Je suis triste et ma tristesse est sans souvenir.
De tous ces combattants sénégalais du panafricanisme, j’attends votre voix stridente et vos pas cadencés de rappel à l’ordre.
À tous ceux qui croient qu’il n’y a d’avenir pour les peuples africains que dans la fin programmée de toutes ces frontières imaginaires, de tous ces nationalismes inappropriés, qu’attendez-vous pour rappeler à mon pays frère du Sénégal qu’on ne doit pas fragiliser les relations fraternelles de deux pays au destin lié, entremêlé et interchangeable.

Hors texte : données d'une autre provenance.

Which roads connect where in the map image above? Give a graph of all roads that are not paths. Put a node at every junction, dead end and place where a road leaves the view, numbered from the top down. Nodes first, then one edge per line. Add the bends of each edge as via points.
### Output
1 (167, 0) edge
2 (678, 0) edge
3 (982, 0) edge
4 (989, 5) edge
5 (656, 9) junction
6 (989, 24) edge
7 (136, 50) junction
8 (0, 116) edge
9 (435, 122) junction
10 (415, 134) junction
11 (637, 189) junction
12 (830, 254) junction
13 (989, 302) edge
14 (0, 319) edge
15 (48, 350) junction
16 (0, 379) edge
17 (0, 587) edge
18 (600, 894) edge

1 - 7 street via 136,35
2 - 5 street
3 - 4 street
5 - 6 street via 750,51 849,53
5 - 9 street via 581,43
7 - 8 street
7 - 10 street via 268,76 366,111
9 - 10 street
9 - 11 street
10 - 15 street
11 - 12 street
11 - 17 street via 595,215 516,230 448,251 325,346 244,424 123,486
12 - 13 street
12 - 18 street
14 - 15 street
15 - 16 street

Les guinéens sont vos frères et sœurs. Les sénégalais sont nos frères et sœurs!
À tous ces amis et frères sénégalais avec lesquels je rêvais, dans nos années d’Etudiants, d’une Afrique unie, aux forces rassemblées, aux regards fixés dans la même direction, aux politiques harmonisées, aux ambitions communes, je dis qu’il y’a pas plus belle occasion de mettre en œuvre ses convictions que lorsque tout tend à prouver le contraire.
Les Guinéens sont vos frères et sœurs. Les sénégalais sont nos frères et sœurs!
À tous ces respectables intellectuels sénégalais, j’en appelle à leur courage et à leur ténacité, comme ils ont toujours su le faire à des moments importants, pour rappeler le peuple et le politique à la lucidité, à la sérénité; et empêcher que ne se de creuse entre deux peuples frères des fossés de frustrations profonds aux murs crépus de tessons.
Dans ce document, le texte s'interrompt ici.